We identified a memory leak issue where memory is not being released properly after an expansion run. Imagine this scenario:

Expansion A finishes and uses 1 GB of memory. Expansion B starts, but instead of reclaiming the memory used by A, it allocates an additional 1 GB, bringing the total used memory to 2 GB. This pattern continues with each subsequent expansion, causing a cumulative memory increase. Eventually, the server runs out of memory and crashes.

  1. High Memory Usage (RSS):

During testing with the problematic setup, we observed a significant spike in Resident Set Size (RSS) memory (~11GB). RSS represents the total amount of physical memory actively used by a process. This spike indicates inefficient memory utilization, even beyond the leak issue.

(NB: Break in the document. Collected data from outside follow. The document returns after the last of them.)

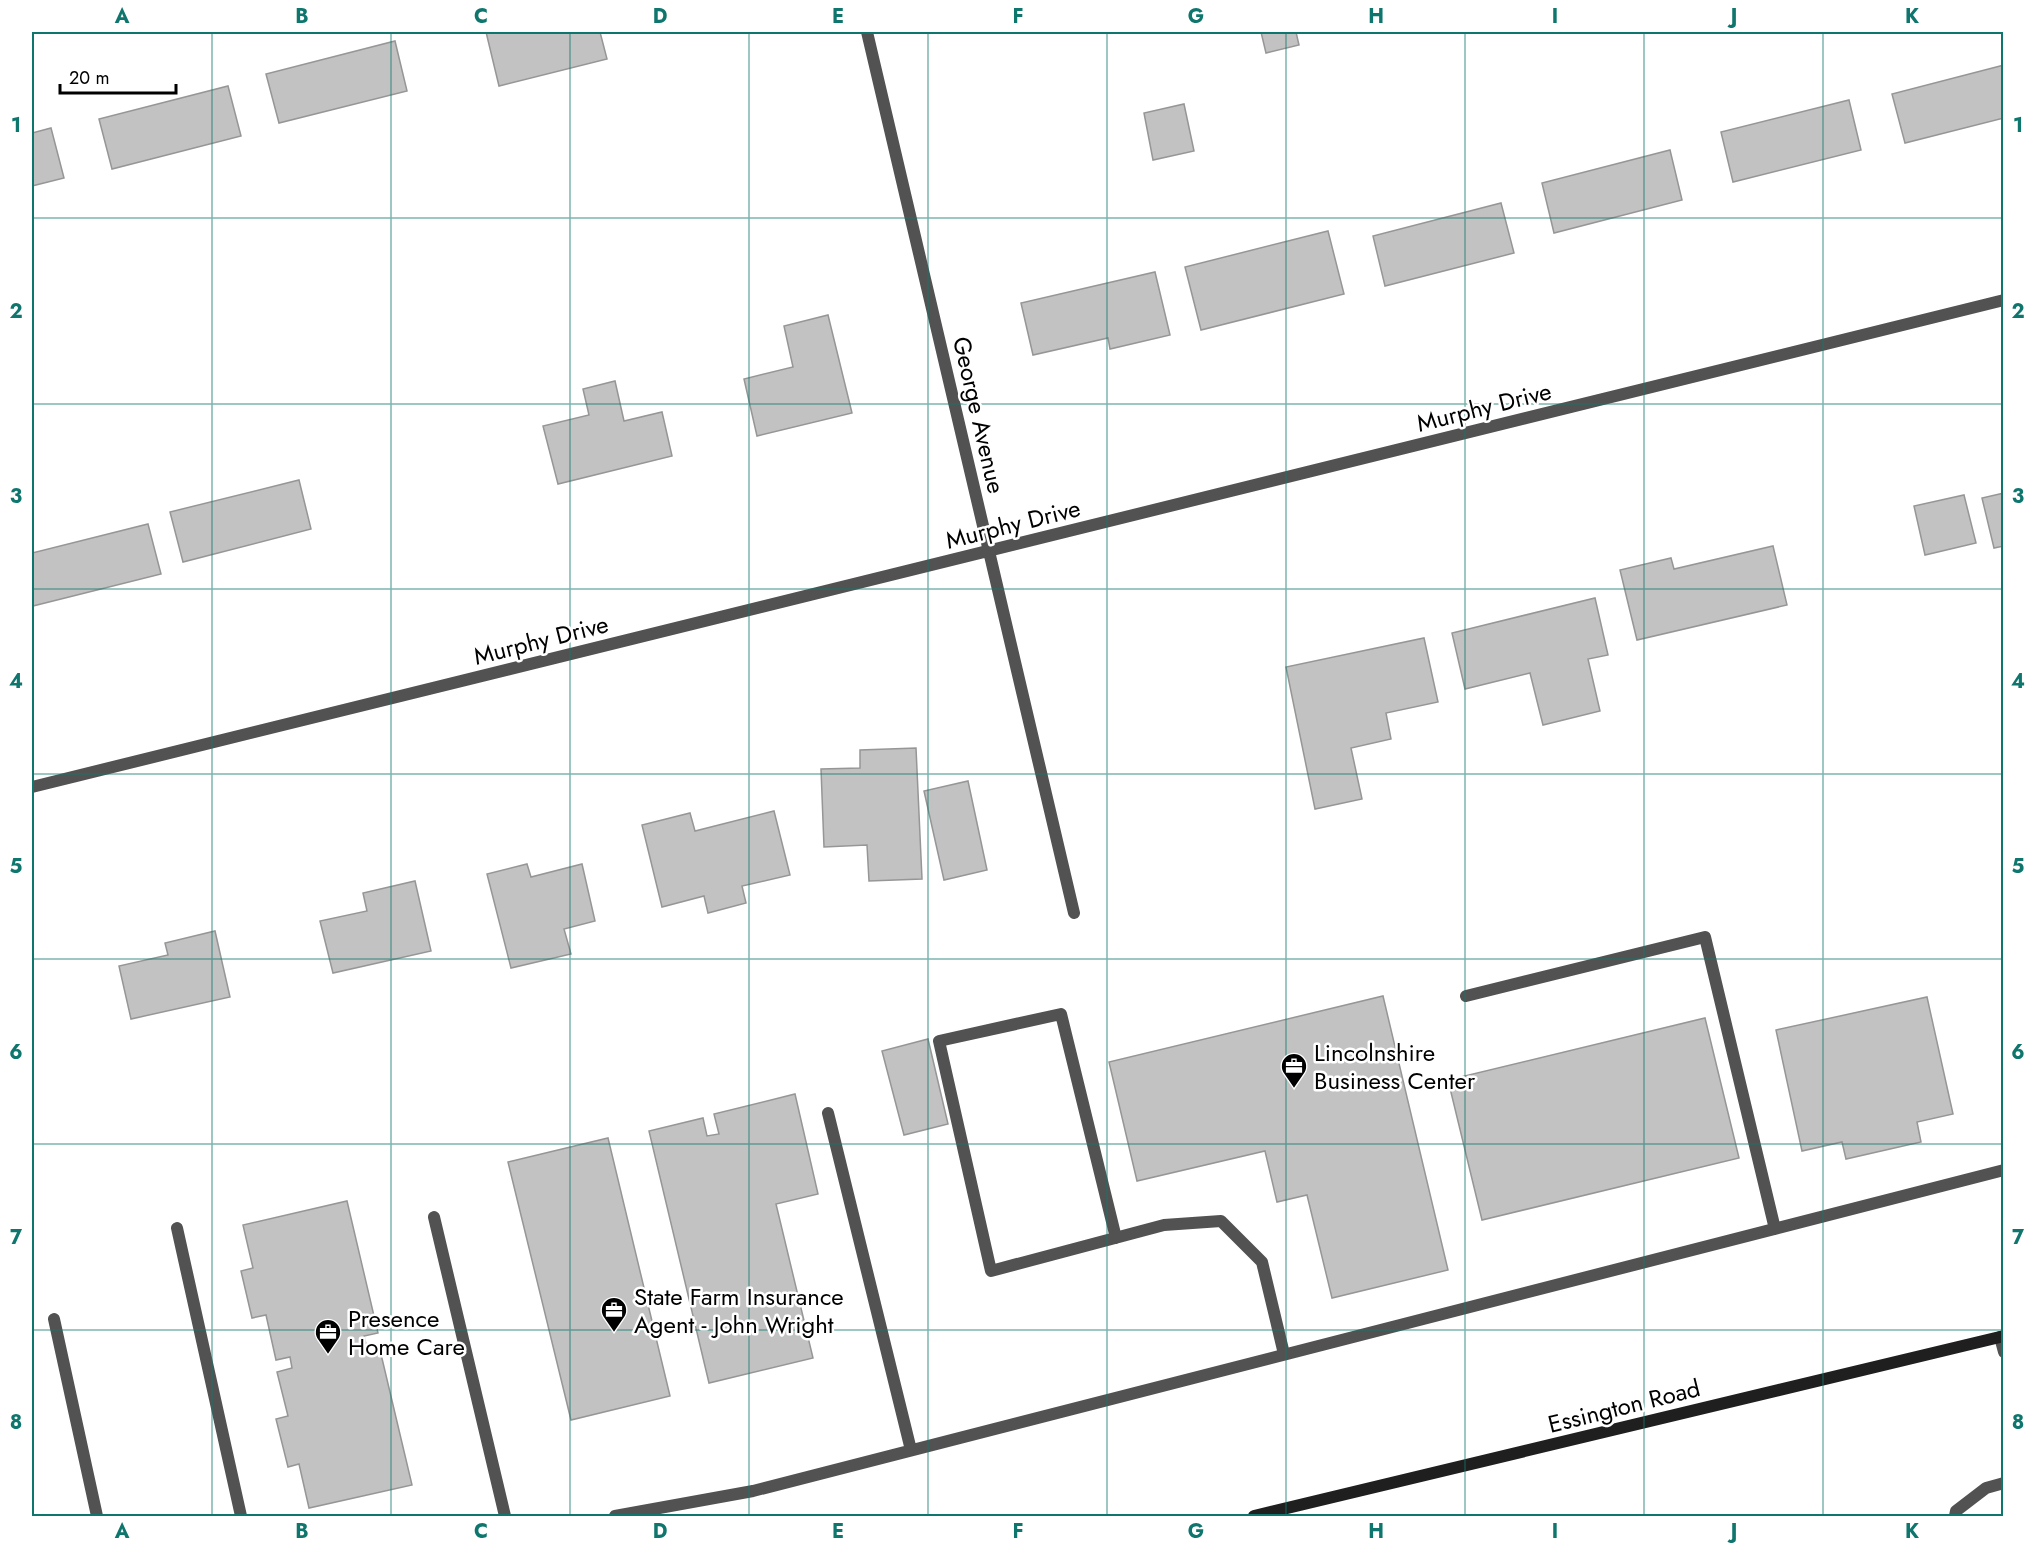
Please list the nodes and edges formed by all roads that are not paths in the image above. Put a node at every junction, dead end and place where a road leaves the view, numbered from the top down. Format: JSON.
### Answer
{"nodes":[{"id":1,"x":867,"y":32,"type":"edge"},
{"id":2,"x":2004,"y":300,"type":"edge"},
{"id":3,"x":989,"y":551,"type":"junction"},
{"id":4,"x":32,"y":787,"type":"edge"},
{"id":5,"x":1074,"y":913,"type":"dead end"},
{"id":6,"x":1466,"y":996,"type":"dead end"},
{"id":7,"x":828,"y":1113,"type":"dead end"},
{"id":8,"x":2004,"y":1170,"type":"edge"},
{"id":9,"x":434,"y":1217,"type":"dead end"},
{"id":10,"x":177,"y":1228,"type":"dead end"},
{"id":11,"x":1775,"y":1229,"type":"junction"},
{"id":12,"x":1116,"y":1238,"type":"junction"},
{"id":13,"x":54,"y":1318,"type":"dead end"},
{"id":14,"x":2002,"y":1337,"type":"edge"},
{"id":15,"x":2004,"y":1352,"type":"edge"},
{"id":16,"x":1284,"y":1354,"type":"junction"},
{"id":17,"x":911,"y":1450,"type":"junction"},
{"id":18,"x":2004,"y":1483,"type":"edge"},
{"id":19,"x":1270,"y":1515,"type":"edge"},
{"id":20,"x":97,"y":1516,"type":"edge"},
{"id":21,"x":241,"y":1516,"type":"edge"},
{"id":22,"x":505,"y":1516,"type":"edge"},
{"id":23,"x":615,"y":1516,"type":"edge"},
{"id":24,"x":1254,"y":1516,"type":"edge"},
{"id":25,"x":1955,"y":1516,"type":"edge"}],
"edges":[{"from":1,"to":3,"type":"street","name":"George Avenue"},
{"from":2,"to":3,"type":"street","name":"Murphy Drive"},
{"from":3,"to":4,"type":"street","name":"Murphy Drive"},
{"from":3,"to":5,"type":"street","name":"George Avenue"},
{"from":6,"to":11,"type":"street"},
{"from":7,"to":17,"type":"street"},
{"from":8,"to":11,"type":"street"},
{"from":9,"to":22,"type":"street"},
{"from":10,"to":21,"type":"street"},
{"from":11,"to":16,"type":"street"},
{"from":12,"to":12,"type":"street"},
{"from":12,"to":16,"type":"street"},
{"from":13,"to":20,"type":"street"},
{"from":14,"to":15,"type":"street"},
{"from":14,"to":19,"type":"main road","name":"Essington Road"},
{"from":16,"to":17,"type":"street"},
{"from":17,"to":23,"type":"street"},
{"from":18,"to":25,"type":"street"},
{"from":19,"to":24,"type":"main road","name":"Essington Road"}]}
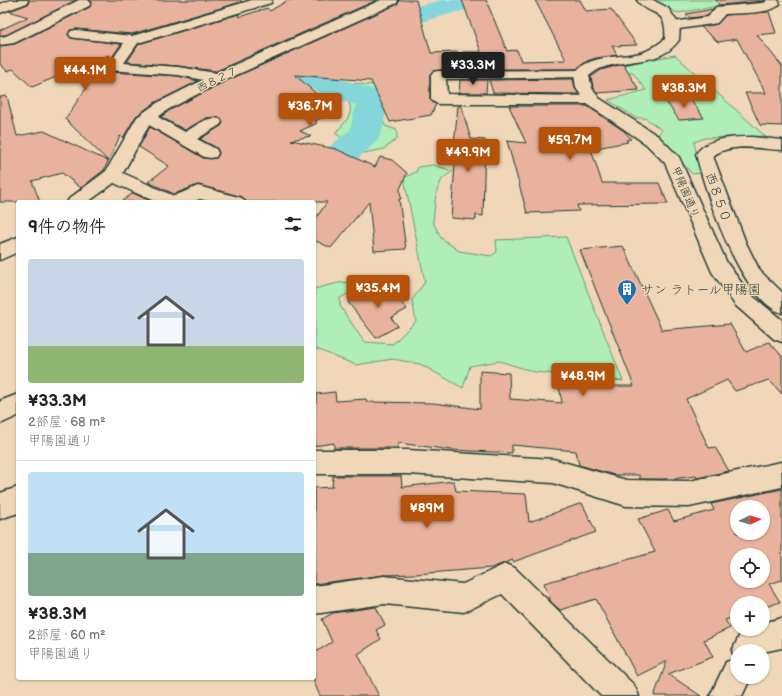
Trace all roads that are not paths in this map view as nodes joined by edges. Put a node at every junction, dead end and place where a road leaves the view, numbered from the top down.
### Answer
1 (22, 0) edge
2 (266, 0) edge
3 (392, 0) edge
4 (643, 0) edge
5 (772, 0) edge
6 (84, 3) dead end
7 (220, 6) edge
8 (0, 9) edge
9 (673, 26) junction
10 (76, 34) dead end
11 (133, 40) junction
12 (0, 41) edge
13 (581, 74) junction
14 (218, 78) junction
15 (593, 101) junction
16 (147, 117) junction
17 (214, 122) dead end
18 (185, 139) junction
19 (782, 145) edge
20 (210, 153) dead end
21 (113, 175) junction
22 (79, 200) edge
23 (168, 200) edge
24 (180, 200) edge
25 (228, 200) edge
26 (16, 245) edge
27 (0, 253) edge
28 (782, 305) edge
29 (782, 333) edge
30 (16, 405) edge
31 (0, 414) edge
32 (316, 462) edge
33 (782, 475) edge
34 (16, 501) edge
35 (0, 506) edge
36 (316, 600) edge
37 (782, 633) edge
38 (750, 644) edge
39 (732, 684) edge
40 (623, 696) edge
41 (726, 696) edge

1 - 8 street
2 - 7 street
3 - 14 street, 西８２７
4 - 9 street
5 - 9 street
6 - 12 street
7 - 11 street
9 - 13 street
10 - 11 street
11 - 14 street
13 - 15 street, 甲陽園通り
13 - 15 street
14 - 16 street, 西８２７
15 - 29 street, 甲陽園通り
16 - 18 street
16 - 21 street, 西８２７
17 - 18 street
18 - 20 street
19 - 28 street, 西８５０
21 - 22 street, 西８２７
21 - 23 street
24 - 25 street
26 - 27 street
30 - 31 street
32 - 33 street
34 - 35 street
36 - 40 street
37 - 38 street
39 - 41 street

rss: '5602.07 MB -> Resident Set Size - total memory allocated for the process execution',
heapTotal: '2267.14 MB -> total size of the allocated heap',
heapUsed: '2243.09 MB -> actual memory used during the execution',

Reproduction

Run sequence expansion and measure the memory

Logs

No response

System Info

Sequencing Server

Severity

Critical

goetzrrGit commented 5 months ago

Our finding and fix:

Originally, I thought the worker pool was capped at 8 workers. However, we discovered that it actually starts with 8 and scales up as the workload increases, causing a spike in memory usage (RSS). In tests, we saw up to 20 workers spawn, leading to a significant memory increase.